I know, from having spent a few years working for the Australian government at different times, that effective government is an extraordinarily difficult business. We the electorate make a rod for our backs by asking politicians to help create the better world that is in our heads, but since there are, for the sake of a number, a hundred single-issue groups out there all wanting a better world, and one hundred different better worlds, it is not surprising that politicians play up to us, and that we find them generally wanting.
After a year the website gets about 200 hits a day, more when there is a special post (special to the readers, rather than to me) and fewer when I like it but most readers passed it by.
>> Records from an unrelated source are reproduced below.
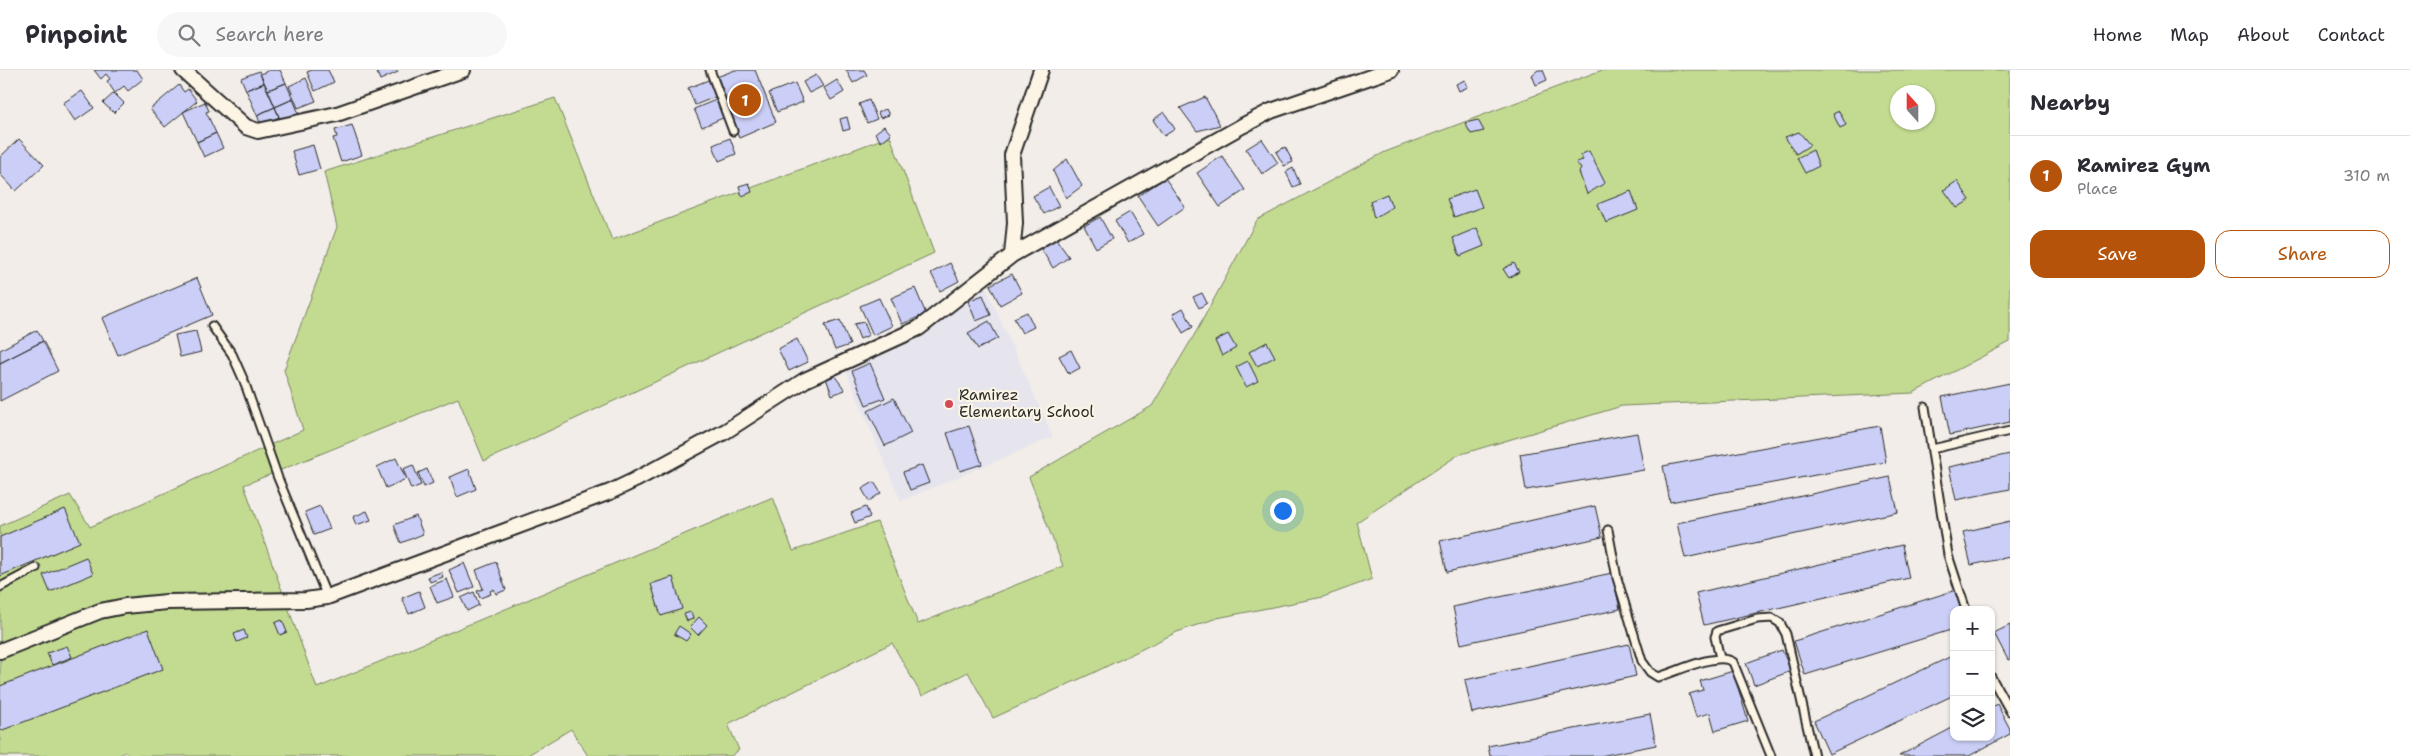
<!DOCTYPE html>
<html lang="en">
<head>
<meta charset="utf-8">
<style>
	:root { --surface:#fff; --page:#f7f7f7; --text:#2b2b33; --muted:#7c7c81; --line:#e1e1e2; --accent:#b45309 }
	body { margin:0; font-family:"Shantell Sans",sans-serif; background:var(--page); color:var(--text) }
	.controls { position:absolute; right:15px; bottom:15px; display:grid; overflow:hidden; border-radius:10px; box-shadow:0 1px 4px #0004 }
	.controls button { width:45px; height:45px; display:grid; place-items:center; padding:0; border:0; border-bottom:1px solid var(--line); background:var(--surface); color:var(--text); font:25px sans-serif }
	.compass { position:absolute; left:1890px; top:15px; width:45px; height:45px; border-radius:50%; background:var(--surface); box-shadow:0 1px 4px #0004; rotate:339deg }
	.you { position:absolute; left:1282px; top:440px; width:18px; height:18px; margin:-12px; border:4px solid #fff; border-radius:50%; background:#1a73e8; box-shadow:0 0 0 8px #1a73e833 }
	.badge { display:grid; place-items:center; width:32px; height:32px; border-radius:50%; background:var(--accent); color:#fff; font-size:16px; font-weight:700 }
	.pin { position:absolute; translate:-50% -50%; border:2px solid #fff; box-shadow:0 1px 5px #0006 }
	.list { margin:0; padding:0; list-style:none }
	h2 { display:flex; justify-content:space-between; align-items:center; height:65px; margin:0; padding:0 20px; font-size:21px }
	h2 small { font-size:16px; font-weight:400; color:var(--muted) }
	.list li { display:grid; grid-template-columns:32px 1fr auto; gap:15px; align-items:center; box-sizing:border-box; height:80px; padding:0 20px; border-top:1px solid var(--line) }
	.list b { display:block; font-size:19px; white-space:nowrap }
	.list p { margin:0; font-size:16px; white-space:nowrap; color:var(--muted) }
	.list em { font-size:16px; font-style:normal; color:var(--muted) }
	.actions { display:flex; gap:10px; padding:15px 20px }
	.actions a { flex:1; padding:11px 0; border:1px solid var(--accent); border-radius:15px; text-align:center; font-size:18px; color:var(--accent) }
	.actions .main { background:var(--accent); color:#fff }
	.icon { flex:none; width:28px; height:28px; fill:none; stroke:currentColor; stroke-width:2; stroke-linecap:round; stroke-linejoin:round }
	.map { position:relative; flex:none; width:2010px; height:686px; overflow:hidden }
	header { display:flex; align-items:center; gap:30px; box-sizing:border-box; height:70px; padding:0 25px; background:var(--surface); border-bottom:1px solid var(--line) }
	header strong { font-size:24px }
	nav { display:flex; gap:28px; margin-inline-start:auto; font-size:18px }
	.search { width:350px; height:45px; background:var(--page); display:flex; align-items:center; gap:12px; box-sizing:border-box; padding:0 18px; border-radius:28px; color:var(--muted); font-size:19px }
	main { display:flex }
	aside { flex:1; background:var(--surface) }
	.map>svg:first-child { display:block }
</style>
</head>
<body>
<header>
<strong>Pinpoint</strong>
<div class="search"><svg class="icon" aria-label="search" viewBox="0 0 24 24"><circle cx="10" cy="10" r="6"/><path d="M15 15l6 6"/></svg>Search here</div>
<nav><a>Home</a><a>Map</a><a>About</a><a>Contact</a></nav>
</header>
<main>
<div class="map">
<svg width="2010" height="686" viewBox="0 0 2010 686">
	<rect width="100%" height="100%" fill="#f2ede9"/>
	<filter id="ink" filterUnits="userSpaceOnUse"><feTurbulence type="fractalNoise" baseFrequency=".02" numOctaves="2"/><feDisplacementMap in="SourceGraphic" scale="10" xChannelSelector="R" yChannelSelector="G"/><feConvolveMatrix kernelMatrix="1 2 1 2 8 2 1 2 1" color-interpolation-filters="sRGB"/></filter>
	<g filter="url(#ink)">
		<path fill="#e6e4ed" d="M984,214l69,153 -152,64 -55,-130 76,-38z"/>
		<path fill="#c3db91" stroke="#77835e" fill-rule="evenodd" d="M1602,0h408v272l-97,51 -291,13 -164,49 -101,67 15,57 -49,18 -106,21 -40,14 -84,41 -100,45 -25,-46 -46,24 -30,-53 -164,81 11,26 -8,6h-143l-17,-27 -45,27h-396l-5,-4 -7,4h-118v-230l70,-31 20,32 213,-97 -19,-60 53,-143 -13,-55 231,-74 57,142 278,-104 44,117 -450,208 -26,-63 -214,87 73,203 456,-191 20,54 84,-29 41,102 145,-58 -34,-89 123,-71 44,-74 61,-112 128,-68zM1898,22h30v30h-30z"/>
		<path fill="#cbcff7" stroke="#2b2b2b" d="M94,0h43l6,9 -15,12 -4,-5 -9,7 -8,-12 3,-2 -4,-5 -5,5z
			M270,0h10l6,13 -18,7 -8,-16z
			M312,0h16l6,12 -19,9 -8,-19z
			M376,0h21l1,2 -18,8z
			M735,0h20l21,52 -37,16 -25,-60z
			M846,0h18l3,5 -14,8z
			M1538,0h5l4,10 -11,5 -4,-10z
			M259,1l5,12 -18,7 -5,-12z
			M816,5l7,11 -14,7 -6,-11z
			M306,8l10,23 -18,7 -9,-22z
			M711,9l7,17 -23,9 -7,-17z
			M837,10l7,12 -13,8 -7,-12z
			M1465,10l3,7 -9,4 -3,-7z
			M264,13l11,24 -18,8 -11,-25z
			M286,13l7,16 -18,8 -7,-17z
			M795,13l8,19 -26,10 -8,-19z
			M179,15l5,7 4,-3 9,12 -32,26 -15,-18z
			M82,21l12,17 -19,13 -12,-18z
			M114,23l10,10 -10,10 -11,-10z
			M1205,27l15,28 -23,6 -17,-23z
			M293,29l6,15 -18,8 -6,-15z
			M718,29l7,18 -23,10 -8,-18z
			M869,30l8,19 -10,4 -8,-19z
			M205,32l4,9 -3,1 10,21 -19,9 -14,-30z
			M275,37l4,10 -18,8 -4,-10z
			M886,39l3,6 -9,3 -2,-6z
			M1839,41l7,14 -6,3 -7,-14z
			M1164,42l11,17 -11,7 -11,-16z
			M847,47l3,12 -7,2 -3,-12z
			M1478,50l6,11 -13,3 -6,-11z
			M352,55l10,30 -21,7 -8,-24 4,-1 -2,-7z
			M884,56l7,8 -10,8 -6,-9z
			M1799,62l11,13 -14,9 -11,-17z
			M216,63l7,15 -19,9 -7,-15z
			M730,68l6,16 -17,7 -6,-16z
			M19,69l25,26 -28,26 -16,-17v-17z
			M1262,69l16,24 -16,11 -16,-25z
			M313,75l7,24 -21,6 -7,-24z
			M1285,77l8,15 -9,4 -8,-14z
			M1813,80l6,16 -14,7 -8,-15z
			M1589,81l16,32 -18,11 -8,-22 2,-3 -5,-7 7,-2 -3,-5z
			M1222,86l23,34 -25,17 -23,-34z
			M1067,89l15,27 -16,12 -13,-27z
			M1293,98l7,16 -7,3 -7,-15z
			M1165,108l20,29 -27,19 -20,-30z
			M1957,111l13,19 -13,8 -13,-18z
			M749,113l3,9 -10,4 -3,-10z
			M1049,117l10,19 -15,8 -11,-18z
			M1475,119l7,18 -28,10 -7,-18z
			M1631,121l7,19 -32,13 -8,-19z
			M1387,124l5,13 -18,11 -4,-17z
			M1130,142l13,22 -15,9 -13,-22z
			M1100,147l12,22 -16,9 -12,-22z
			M1477,158l7,18 -24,10 -7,-18z
			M1056,169l13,18 -16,11 -12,-19z
			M950,193l9,18 -19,10 -9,-18z
			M1514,193l5,9 -10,6 -6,-9z
			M1012,204l10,19 -22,12 -10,-20z
			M197,208l15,37 -94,40 -16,-37z
			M915,218l11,26 -24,10 -11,-26z
			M1202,223l5,10 -8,5 -6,-11z
			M983,225l8,20 -15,6 -8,-20z
			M879,228l13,28 -19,9 -13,-29z
			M1183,238l10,19 -10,6 -10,-19z
			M1027,242l7,15 -12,6 -8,-15z
			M840,250l10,25 -15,5 -10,-25z
			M989,251l9,17 -20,11 -10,-16z
			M864,252l5,13 -9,4 -6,-15z
			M37,260l6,11 -43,22v-13z
			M196,261l5,21 -21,5 -5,-22z
			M1228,264l8,14 -14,8 -7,-15z
			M797,269l11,23 -19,9 -11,-22z
			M43,271l15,30 -58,30v-38z
			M1267,272l8,15 -18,9 -8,-14z
			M1071,280l9,18 -11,6 -10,-18z
			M1248,291l10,20 -12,6 -10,-20z
			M870,293l15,35 -19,7 -14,-34z
			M834,305l11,15 -13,5 -6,-17z
			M2010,313v39l-60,13 -8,-38z
			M894,328l17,35 -26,13 -17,-35z
			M969,356l13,38 -22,7 -13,-38z
			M1880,356l6,36 -216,40 -7,-36z
			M1637,363l7,37 -118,20 -6,-36z
			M2010,384v35l-54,11 -7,-33z
			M396,388l10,21 -20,9 -9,-21z
			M413,395l8,20 -10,4 -8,-20z
			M922,395l7,18 -19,7 -7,-18z
			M427,399l6,14 -9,4 -6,-14z
			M469,399l7,20 -19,8 -7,-20z
			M1890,407l8,35 -213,46 -8,-35z
			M874,412l7,11 -12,8 -7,-12z
			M320,436l10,23 -16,6 -9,-23z
			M1595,436l7,31 -155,35 -7,-31z
			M866,437l4,10 -15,6 -4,-10z
			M65,439l15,33 -80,34v-39z
			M367,441l4,9 -15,5 -3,-8z
			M416,446l7,18 -22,9 -7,-18z
			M2010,451v36l-39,8 -8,-33z
			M1902,475l7,33 -205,47 -8,-32z
			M86,487l7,17 -43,18 -7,-17z
			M496,492l10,28 -10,4 -2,-5 -4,2 1,3 -11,4 -3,-7 6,-2 -7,-19z
			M464,493l10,24 -15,6 -10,-23z
			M441,502l2,5 -13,5 -2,-5z
			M1612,503l8,36 -159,35 -8,-37z
			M673,507l9,32 -21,7 -10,-32z
			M447,509l7,18 -17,6 -7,-17z
			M1956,520l6,20h-8v19l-149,46 -11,-34z
			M419,521l6,16 -16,7 -7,-16z
			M474,522l5,13 -12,6 -6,-13z
			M691,542l2,7 -6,2 -3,-7z
			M699,547l8,8 -9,10 -8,-8z
			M282,550l5,12 -7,3 -5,-12z
			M2010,555v34l-2,1 -14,-27z
			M679,556l12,8 -5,7 -12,-7z
			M148,559l15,40 -163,62v-45z
			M244,560l3,8 -10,4 -3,-8z
			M1629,574l7,32 -164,37 -7,-33z
			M67,576l5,11 -20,8 -5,-12z
			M1782,580l9,21 -37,14 -8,-22z
			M1954,585v40l-125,59 -15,-33z
			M1733,601l15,50 -33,10 -5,-18 -14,4 -7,-23 14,-4 -3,-9z
			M1997,634l13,25v5l-41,22h-70l55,-29v10h37v-30z
			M1650,644l6,31 -56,11h-110l-2,-10z"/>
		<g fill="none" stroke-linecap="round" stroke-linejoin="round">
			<g stroke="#2b2b2b" stroke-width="11">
				<path id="lane" d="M710,0l23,61
					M212,256l20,28 12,27 34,97 49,119
					M1925,337l23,148 18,55
					M1932,379l78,-18
					M1608,460l9,48 25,83 8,11 8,5c19,-5 59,-26 75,-15l38,94
					M0,517l36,-19
					M1720,588l-5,-21 2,-6 40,-12 15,-1 8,5 6,11 28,122
					M1991,607l19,34"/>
			</g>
			<g stroke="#2b2b2b" stroke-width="18">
				<path id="street" d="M183,0l63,57 12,4 79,-17 126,-44
					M1012,185l3,-32 -3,-68 29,-85
					M0,581l100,-40 25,-5 42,-4 139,-2 21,-3 283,-105 25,-12 91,-49 79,-51 114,-52 93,-73 230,-129 29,-15 120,-41"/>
			</g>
			<use href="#lane" stroke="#fcf5e5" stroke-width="7"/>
			<use href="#street" stroke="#fcf5e5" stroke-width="14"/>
		</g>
	</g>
	<circle fill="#d1495b" stroke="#fcf5e5" stroke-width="2" cx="949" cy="334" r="5"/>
	<g text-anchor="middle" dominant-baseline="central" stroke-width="4" stroke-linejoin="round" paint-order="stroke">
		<g font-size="15" fill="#2b2b2b" stroke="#fcf5e5" text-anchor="start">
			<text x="959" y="325">Ramirez<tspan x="959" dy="17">Elementary School</tspan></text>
		</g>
	</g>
</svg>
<div class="controls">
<button>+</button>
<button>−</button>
<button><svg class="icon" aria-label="layers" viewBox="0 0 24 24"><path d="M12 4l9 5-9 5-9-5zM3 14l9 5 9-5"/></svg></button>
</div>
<svg class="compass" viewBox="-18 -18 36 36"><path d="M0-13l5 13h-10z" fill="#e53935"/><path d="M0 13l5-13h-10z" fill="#7c7c81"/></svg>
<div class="you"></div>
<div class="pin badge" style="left:745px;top:30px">1</div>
</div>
<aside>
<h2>Nearby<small></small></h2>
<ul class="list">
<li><span class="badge">1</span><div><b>Ramirez Gym</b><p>Place</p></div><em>310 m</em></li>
</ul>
<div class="actions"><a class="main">Save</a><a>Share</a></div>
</aside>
</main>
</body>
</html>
I can say that every post has at least been read by someone other than the author! In the past month there have been 2389 visits and nearly 5000 page-views, meaning that on average readers look at least two posts. More than third of all those readers came to the website for the first time. I hope that they continue to come, and of course the readership has been growing slowly but steadily over the twelve months.
On Monday it will be time to return to Our Leader (I can’t help sending him up, because he is such a caricature) who, having in his view successfully defused the policy time bombs waiting for him in the electorate, must now be about to announce the date of the coming election. My interest lies mostly in how he will defuse the most powerful of the time bombs, which is not about policy, but about Labor’s actual management, and the party’s leadership, over the past six years.
Congratulations, Don,
Your posts are great. May your web site lived to 100!
Happy first birthday and now I will have to look for the risotto recipe soon. I was drawn to the quote by Karl Popper when I first visited and I like to read it each time.
thanks for your great page. I read it every day and ponder. All hail the new media.